Setup. Surveying the existing node representation learning methods, we perceive that the tasks for which such algorithms are being evaluated on are limited to single-graph related tasks—i.e., prediction, recommendation, node classification, and visualization. Since many tasks involve multiple networks (e.g., graph similarity (Koutra et al. 2013), graph alignment (Bayati et al. 2009), temporal graph anomaly detection (Koutra et al. 2013), brain network analysis for a group of subjects (Fallani et al. 2014)), we seek to examine the applicability of representations learning approaches to multi-network settings. Heimann and KoutraHeimann and Koutra (2017) states that existing embedding algorithms are inappropriate for multi-graph problems, and attributes this to the fact that different runs of any method yield different representations every time the technique is run even if the same dataset is used. To that end, SURREAL is fully deterministic, with the goal of achieving stable and robust outcomes. We evaluate SURREAL’s stability by verifying the similarity of the learned vectors across different independent runs of the methods.
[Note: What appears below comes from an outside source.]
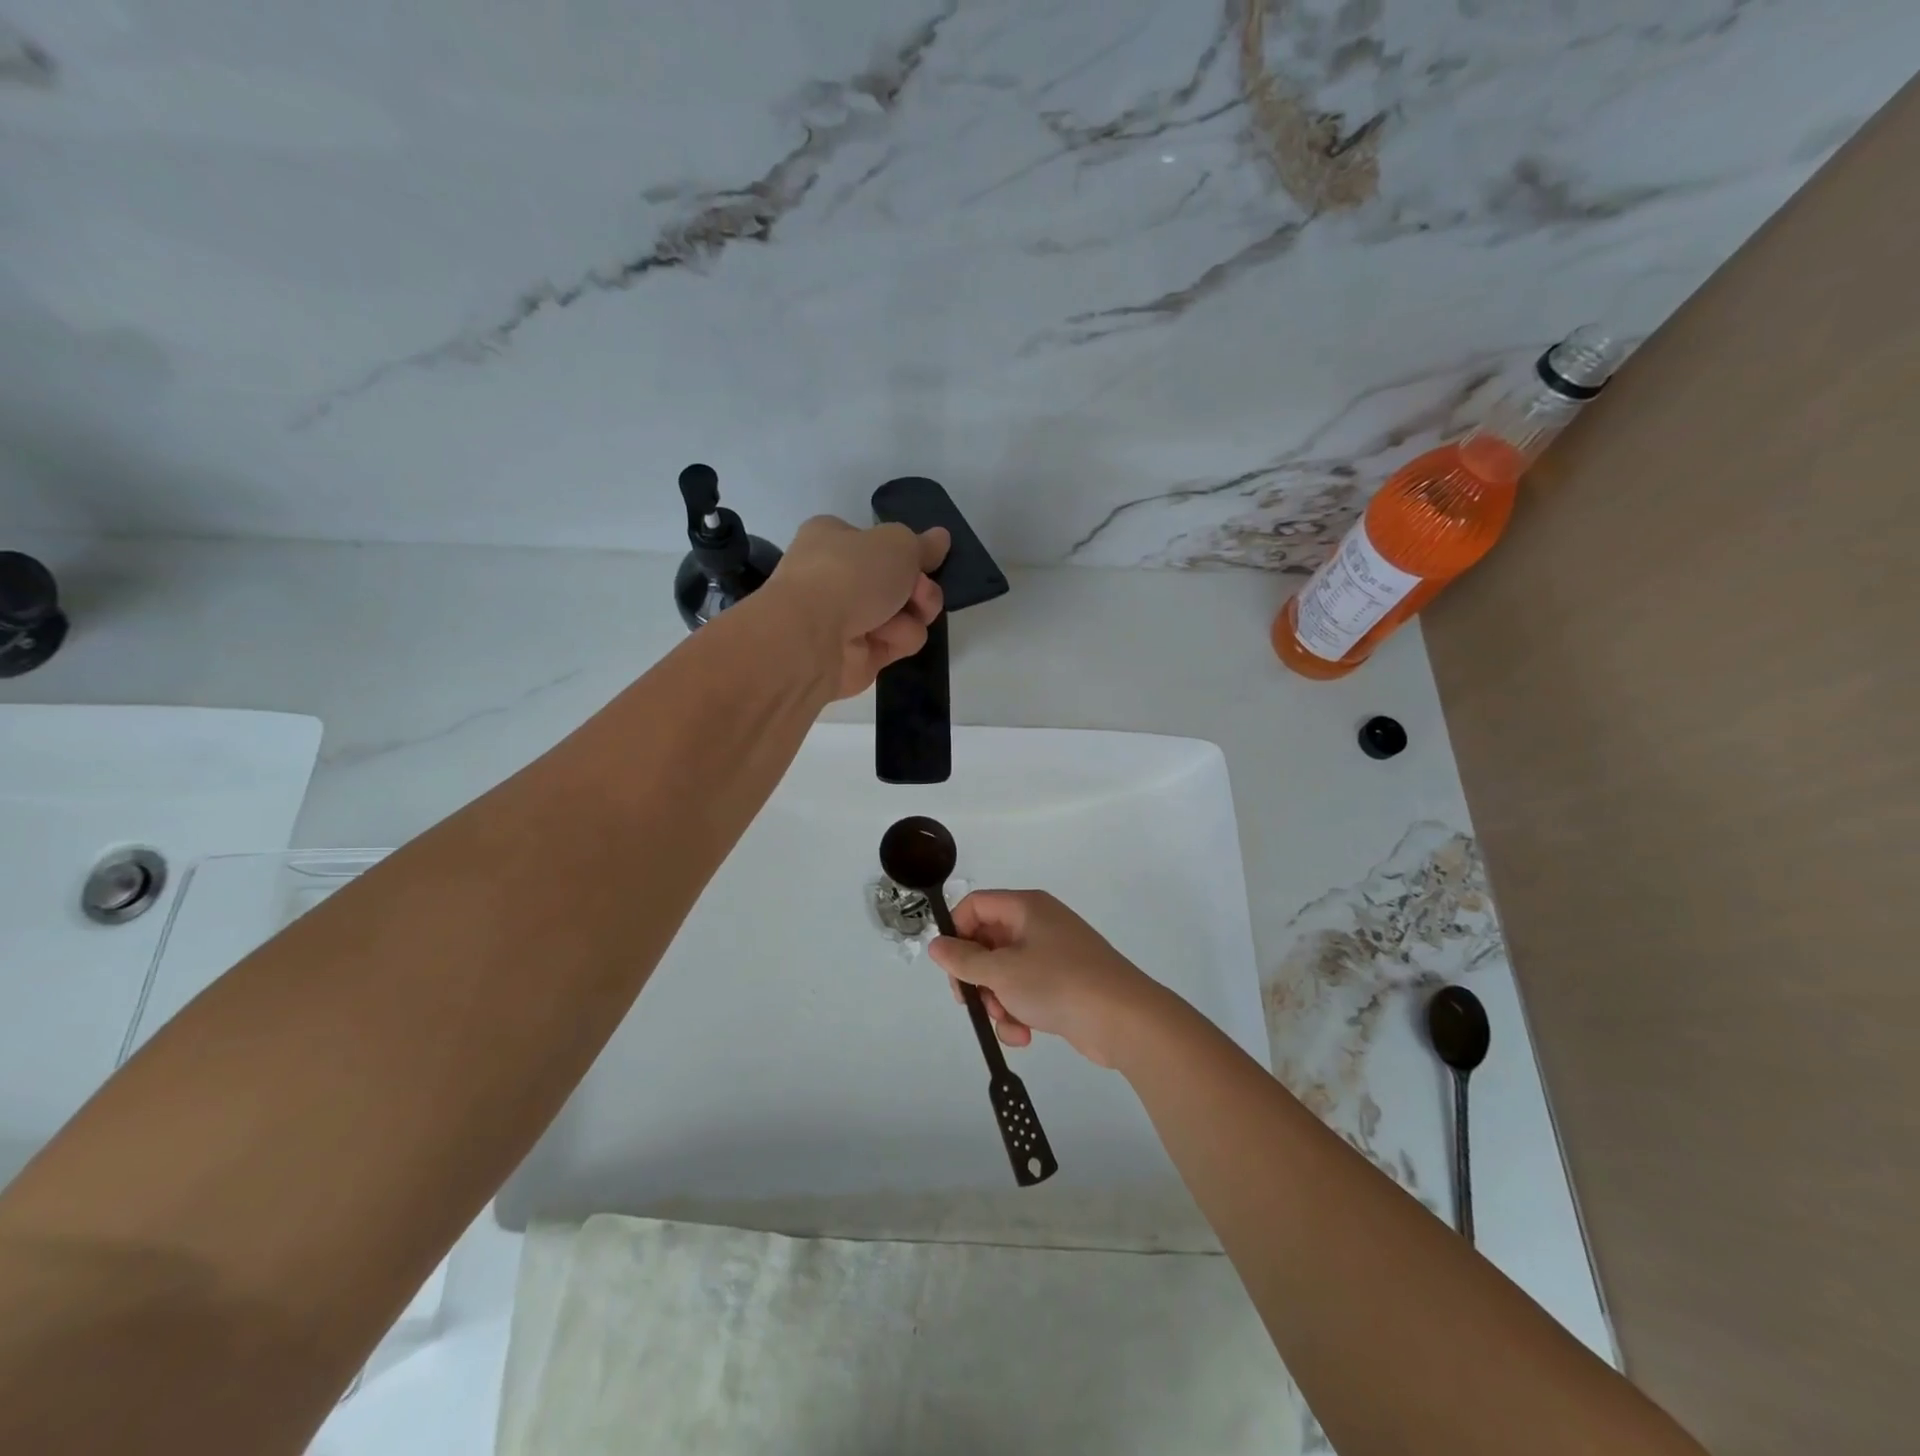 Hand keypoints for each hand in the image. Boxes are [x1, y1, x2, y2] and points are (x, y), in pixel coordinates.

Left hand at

Results. Figure 4 shows the embeddings of two different runs of each approach against each other for a randomly selected set of nodes. For d=128, we visualize the results for three randomly selected dimensions of node2vec, DeepWalk, and Walklets. To avoid drawing a biased conclusion, we repeat the same experiment multiple times using different sets of randomly selected dimensions for the three baseline methods and the same observation holds. For SURREAL, we intentionally choose the same three dimensions randomly selected for each of the baseline methods. In the interest of space, we only show the visualization results of SURREAL using the same three dimensions (39,55,111) used for Walklets method. The results are equivalent for all the dimensions. If all points fall on (or close to) the diagonal, this indicates stability, which is a desirable attribute of a robust graph embedding. Figure 4a–c show that, as expected node2vec, DeepWalk, and Walklets, suffer from significant variation across runs. To the contrary, Fig. 4d shows that SURREAL obtain perfectly consistent embeddings across runs, and thus it is robust.

Fig. 4
figure 4

PPI dataset: Comparison of embeddings per dimension for a random sample of 100 nodes. Node2vec, DeepWalk, Walklets, and SURREAL are run two times. The x-axis represents first run representations values, and the y-axis represents second run representations values. Three dimensions are selected randomly for each algorithm. The SURREAL-based representations are robust across runs (perfectly fall on a straight line y=x), which is not the case for node2vec, DeepWalk, and Walklets. The results are consistent for all the datasets. (a) Node2vec. Dimensions from left: 21, 48, 68 (b) DeepWalk. Dimensions from left: 5, 29, 120 (c) Walklets. Dimensions from left: 39, 55, 111 (d) SURREAL. Dimensions from left: 39, 55, 111

Q3. Parameter sensitivity

For sensitivity analysis, we use the Wikipedia dataset with 50% labeled nodes. We perform the following three experiments:

Size of the expansion neighborhood subgraph |NE(u)|. First; we demonstrate the impact of varying the size of the expanded neighborhood, |NE(u)|, in a multi-label classification problem. Therefore, we run SURREAL by varying the size of NE(u) from 600 to 1800 nodes in 200 increments. We limit the size of the refined neighborhood, |NR(u)|=400. Figure 5a shows the Micro-F1 score results. We observe that by increasing the size of NE(u), the corresponding Micro-F1 score increases up to a certain limit (|NE(u)|=1000), while it starts to decrease afterwards. This can be attributed to the fact that enlarging the NE(u) to more than 1000 introduces noise to the generated neighborhood, which ultimately compromises the performance.

Fig. 5
figure 5

Performance sensitivity analysis of SURREAL. (a) Expansion process for |NE(u)|≥|NR(u)|=400. By increasing the size of NE(u), the corresponding Micro-F1 score decreases (b) Refinement process for |NR(u)|≤|NE(u)|=1200. By increasing the size of NR(u), the corresponding Micro-F1 score increases (c) Vary \(log^{d}_{2}\) from 4–9. Micro-F1 score increases up to \(log^{d}_{2}=7\), and then it starts to decrease

Size of the refinement neighborhood subgraph |NR(u)|. Fixing the size of expanded neighborhood, |NE(u)|=1200, we now examine the impact of altering the size of the refined neighborhood, |NR(u)|, in a multi-label classification problem. For that, we run SURREAL, while varying the size of |NR(u)| from 200 to 1200 nodes in 200 increments. Figure 5b shows the Micro-F1 results. We observe that increasing the |NR(u)| is accompanied by an increase in the Micro-F1 score. This is rooted in the fact that enlarging the |NR(u)| includes more useful information in the refined neighborhoods, which SkipGram model (Mikolov et al. 2013) leverages to learn and update the node representations.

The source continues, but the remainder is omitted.